╔══

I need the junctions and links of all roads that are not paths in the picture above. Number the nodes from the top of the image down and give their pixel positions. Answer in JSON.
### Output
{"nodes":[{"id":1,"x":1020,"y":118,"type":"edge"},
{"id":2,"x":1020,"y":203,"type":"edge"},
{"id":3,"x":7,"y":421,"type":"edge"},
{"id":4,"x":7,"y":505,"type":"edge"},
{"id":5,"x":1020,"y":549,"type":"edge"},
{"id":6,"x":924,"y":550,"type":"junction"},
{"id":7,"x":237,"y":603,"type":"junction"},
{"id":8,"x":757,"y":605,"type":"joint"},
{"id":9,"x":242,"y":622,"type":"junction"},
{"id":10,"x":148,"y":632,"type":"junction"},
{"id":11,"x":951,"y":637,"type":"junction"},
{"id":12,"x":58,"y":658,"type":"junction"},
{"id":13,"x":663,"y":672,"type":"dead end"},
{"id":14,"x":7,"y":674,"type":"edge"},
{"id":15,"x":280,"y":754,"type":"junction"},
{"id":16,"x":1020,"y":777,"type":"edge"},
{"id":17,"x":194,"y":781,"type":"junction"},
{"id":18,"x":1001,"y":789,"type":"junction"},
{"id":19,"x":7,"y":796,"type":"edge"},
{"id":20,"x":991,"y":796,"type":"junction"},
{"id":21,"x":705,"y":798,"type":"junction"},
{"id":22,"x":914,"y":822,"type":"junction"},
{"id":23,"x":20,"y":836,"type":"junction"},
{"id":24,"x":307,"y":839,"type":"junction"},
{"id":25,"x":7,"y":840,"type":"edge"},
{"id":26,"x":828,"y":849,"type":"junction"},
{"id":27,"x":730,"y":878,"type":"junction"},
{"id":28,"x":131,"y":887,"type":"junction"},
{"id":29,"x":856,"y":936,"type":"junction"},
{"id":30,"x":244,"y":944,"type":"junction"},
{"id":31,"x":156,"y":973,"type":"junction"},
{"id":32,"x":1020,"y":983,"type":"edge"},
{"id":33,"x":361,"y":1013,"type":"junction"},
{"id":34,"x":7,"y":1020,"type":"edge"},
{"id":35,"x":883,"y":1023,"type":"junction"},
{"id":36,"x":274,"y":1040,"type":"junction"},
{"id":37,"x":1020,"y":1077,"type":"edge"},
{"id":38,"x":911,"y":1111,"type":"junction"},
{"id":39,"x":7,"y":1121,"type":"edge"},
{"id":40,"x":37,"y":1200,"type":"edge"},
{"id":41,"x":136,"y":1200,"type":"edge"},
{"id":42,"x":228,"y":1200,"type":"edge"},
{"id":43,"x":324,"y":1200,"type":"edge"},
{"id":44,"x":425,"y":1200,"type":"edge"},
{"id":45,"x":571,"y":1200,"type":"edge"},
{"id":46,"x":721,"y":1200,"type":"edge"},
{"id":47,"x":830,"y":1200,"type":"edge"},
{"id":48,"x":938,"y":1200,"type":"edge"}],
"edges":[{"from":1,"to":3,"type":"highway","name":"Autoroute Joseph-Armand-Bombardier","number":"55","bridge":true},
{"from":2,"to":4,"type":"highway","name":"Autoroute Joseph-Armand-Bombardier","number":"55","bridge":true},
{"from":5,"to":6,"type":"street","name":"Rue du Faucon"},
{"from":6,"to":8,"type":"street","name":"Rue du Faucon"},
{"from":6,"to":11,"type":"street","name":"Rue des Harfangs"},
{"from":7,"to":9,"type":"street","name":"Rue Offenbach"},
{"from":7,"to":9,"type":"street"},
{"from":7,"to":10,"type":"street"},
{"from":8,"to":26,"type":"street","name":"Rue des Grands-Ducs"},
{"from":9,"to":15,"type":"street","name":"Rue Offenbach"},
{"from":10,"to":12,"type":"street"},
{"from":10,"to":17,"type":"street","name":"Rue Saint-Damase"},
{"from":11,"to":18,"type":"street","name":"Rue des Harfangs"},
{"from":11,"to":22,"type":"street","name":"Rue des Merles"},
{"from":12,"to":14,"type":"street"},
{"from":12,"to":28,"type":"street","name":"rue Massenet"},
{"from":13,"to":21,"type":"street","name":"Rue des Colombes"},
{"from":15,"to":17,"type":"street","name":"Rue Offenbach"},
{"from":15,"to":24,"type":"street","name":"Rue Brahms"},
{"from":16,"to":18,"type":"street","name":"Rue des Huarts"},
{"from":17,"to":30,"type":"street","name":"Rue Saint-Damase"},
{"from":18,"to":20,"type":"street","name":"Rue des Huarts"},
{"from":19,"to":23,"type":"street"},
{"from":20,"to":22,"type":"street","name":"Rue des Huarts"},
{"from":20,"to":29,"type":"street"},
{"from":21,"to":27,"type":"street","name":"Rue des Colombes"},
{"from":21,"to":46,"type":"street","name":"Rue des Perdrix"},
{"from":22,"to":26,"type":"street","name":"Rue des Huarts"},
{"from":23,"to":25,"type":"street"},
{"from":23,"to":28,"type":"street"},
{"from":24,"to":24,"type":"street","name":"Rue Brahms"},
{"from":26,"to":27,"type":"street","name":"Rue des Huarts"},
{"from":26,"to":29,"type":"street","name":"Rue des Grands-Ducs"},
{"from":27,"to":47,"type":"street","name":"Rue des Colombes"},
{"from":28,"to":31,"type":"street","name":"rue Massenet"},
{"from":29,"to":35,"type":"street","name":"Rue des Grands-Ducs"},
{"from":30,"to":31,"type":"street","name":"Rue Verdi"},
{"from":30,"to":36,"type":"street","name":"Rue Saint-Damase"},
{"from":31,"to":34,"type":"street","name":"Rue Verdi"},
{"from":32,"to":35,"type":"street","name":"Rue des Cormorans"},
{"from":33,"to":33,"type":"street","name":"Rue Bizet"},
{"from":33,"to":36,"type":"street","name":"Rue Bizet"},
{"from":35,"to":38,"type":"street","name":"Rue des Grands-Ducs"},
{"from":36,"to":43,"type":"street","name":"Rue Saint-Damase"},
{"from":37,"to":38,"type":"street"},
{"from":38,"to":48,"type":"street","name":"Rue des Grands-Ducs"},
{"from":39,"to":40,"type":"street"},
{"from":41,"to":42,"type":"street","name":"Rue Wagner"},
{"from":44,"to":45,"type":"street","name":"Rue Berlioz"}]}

╚══

[WHAT YOU NEED TO DO] Every line of the listing must be written out again exactly.

[RESULT OF THE EXERCISE]
I need the junctions and links of all roads that are not paths in the picture above. Number the nodes from the top of the image down and give their pixel positions. Answer in JSON.
### Output
{"nodes":[{"id":1,"x":1020,"y":118,"type":"edge"},
{"id":2,"x":1020,"y":203,"type":"edge"},
{"id":3,"x":7,"y":421,"type":"edge"},
{"id":4,"x":7,"y":505,"type":"edge"},
{"id":5,"x":1020,"y":549,"type":"edge"},
{"id":6,"x":924,"y":550,"type":"junction"},
{"id":7,"x":237,"y":603,"type":"junction"},
{"id":8,"x":757,"y":605,"type":"joint"},
{"id":9,"x":242,"y":622,"type":"junction"},
{"id":10,"x":148,"y":632,"type":"junction"},
{"id":11,"x":951,"y":637,"type":"junction"},
{"id":12,"x":58,"y":658,"type":"junction"},
{"id":13,"x":663,"y":672,"type":"dead end"},
{"id":14,"x":7,"y":674,"type":"edge"},
{"id":15,"x":280,"y":754,"type":"junction"},
{"id":16,"x":1020,"y":777,"type":"edge"},
{"id":17,"x":194,"y":781,"type":"junction"},
{"id":18,"x":1001,"y":789,"type":"junction"},
{"id":19,"x":7,"y":796,"type":"edge"},
{"id":20,"x":991,"y":796,"type":"junction"},
{"id":21,"x":705,"y":798,"type":"junction"},
{"id":22,"x":914,"y":822,"type":"junction"},
{"id":23,"x":20,"y":836,"type":"junction"},
{"id":24,"x":307,"y":839,"type":"junction"},
{"id":25,"x":7,"y":840,"type":"edge"},
{"id":26,"x":828,"y":849,"type":"junction"},
{"id":27,"x":730,"y":878,"type":"junction"},
{"id":28,"x":131,"y":887,"type":"junction"},
{"id":29,"x":856,"y":936,"type":"junction"},
{"id":30,"x":244,"y":944,"type":"junction"},
{"id":31,"x":156,"y":973,"type":"junction"},
{"id":32,"x":1020,"y":983,"type":"edge"},
{"id":33,"x":361,"y":1013,"type":"junction"},
{"id":34,"x":7,"y":1020,"type":"edge"},
{"id":35,"x":883,"y":1023,"type":"junction"},
{"id":36,"x":274,"y":1040,"type":"junction"},
{"id":37,"x":1020,"y":1077,"type":"edge"},
{"id":38,"x":911,"y":1111,"type":"junction"},
{"id":39,"x":7,"y":1121,"type":"edge"},
{"id":40,"x":37,"y":1200,"type":"edge"},
{"id":41,"x":136,"y":1200,"type":"edge"},
{"id":42,"x":228,"y":1200,"type":"edge"},
{"id":43,"x":324,"y":1200,"type":"edge"},
{"id":44,"x":425,"y":1200,"type":"edge"},
{"id":45,"x":571,"y":1200,"type":"edge"},
{"id":46,"x":721,"y":1200,"type":"edge"},
{"id":47,"x":830,"y":1200,"type":"edge"},
{"id":48,"x":938,"y":1200,"type":"edge"}],
"edges":[{"from":1,"to":3,"type":"highway","name":"Autoroute Joseph-Armand-Bombardier","number":"55","bridge":true},
{"from":2,"to":4,"type":"highway","name":"Autoroute Joseph-Armand-Bombardier","number":"55","bridge":true},
{"from":5,"to":6,"type":"street","name":"Rue du Faucon"},
{"from":6,"to":8,"type":"street","name":"Rue du Faucon"},
{"from":6,"to":11,"type":"street","name":"Rue des Harfangs"},
{"from":7,"to":9,"type":"street","name":"Rue Offenbach"},
{"from":7,"to":9,"type":"street"},
{"from":7,"to":10,"type":"street"},
{"from":8,"to":26,"type":"street","name":"Rue des Grands-Ducs"},
{"from":9,"to":15,"type":"street","name":"Rue Offenbach"},
{"from":10,"to":12,"type":"street"},
{"from":10,"to":17,"type":"street","name":"Rue Saint-Damase"},
{"from":11,"to":18,"type":"street","name":"Rue des Harfangs"},
{"from":11,"to":22,"type":"street","name":"Rue des Merles"},
{"from":12,"to":14,"type":"street"},
{"from":12,"to":28,"type":"street","name":"rue Massenet"},
{"from":13,"to":21,"type":"street","name":"Rue des Colombes"},
{"from":15,"to":17,"type":"street","name":"Rue Offenbach"},
{"from":15,"to":24,"type":"street","name":"Rue Brahms"},
{"from":16,"to":18,"type":"street","name":"Rue des Huarts"},
{"from":17,"to":30,"type":"street","name":"Rue Saint-Damase"},
{"from":18,"to":20,"type":"street","name":"Rue des Huarts"},
{"from":19,"to":23,"type":"street"},
{"from":20,"to":22,"type":"street","name":"Rue des Huarts"},
{"from":20,"to":29,"type":"street"},
{"from":21,"to":27,"type":"street","name":"Rue des Colombes"},
{"from":21,"to":46,"type":"street","name":"Rue des Perdrix"},
{"from":22,"to":26,"type":"street","name":"Rue des Huarts"},
{"from":23,"to":25,"type":"street"},
{"from":23,"to":28,"type":"street"},
{"from":24,"to":24,"type":"street","name":"Rue Brahms"},
{"from":26,"to":27,"type":"street","name":"Rue des Huarts"},
{"from":26,"to":29,"type":"street","name":"Rue des Grands-Ducs"},
{"from":27,"to":47,"type":"street","name":"Rue des Colombes"},
{"from":28,"to":31,"type":"street","name":"rue Massenet"},
{"from":29,"to":35,"type":"street","name":"Rue des Grands-Ducs"},
{"from":30,"to":31,"type":"street","name":"Rue Verdi"},
{"from":30,"to":36,"type":"street","name":"Rue Saint-Damase"},
{"from":31,"to":34,"type":"street","name":"Rue Verdi"},
{"from":32,"to":35,"type":"street","name":"Rue des Cormorans"},
{"from":33,"to":33,"type":"street","name":"Rue Bizet"},
{"from":33,"to":36,"type":"street","name":"Rue Bizet"},
{"from":35,"to":38,"type":"street","name":"Rue des Grands-Ducs"},
{"from":36,"to":43,"type":"street","name":"Rue Saint-Damase"},
{"from":37,"to":38,"type":"street"},
{"from":38,"to":48,"type":"street","name":"Rue des Grands-Ducs"},
{"from":39,"to":40,"type":"street"},
{"from":41,"to":42,"type":"street","name":"Rue Wagner"},
{"from":44,"to":45,"type":"street","name":"Rue Berlioz"}]}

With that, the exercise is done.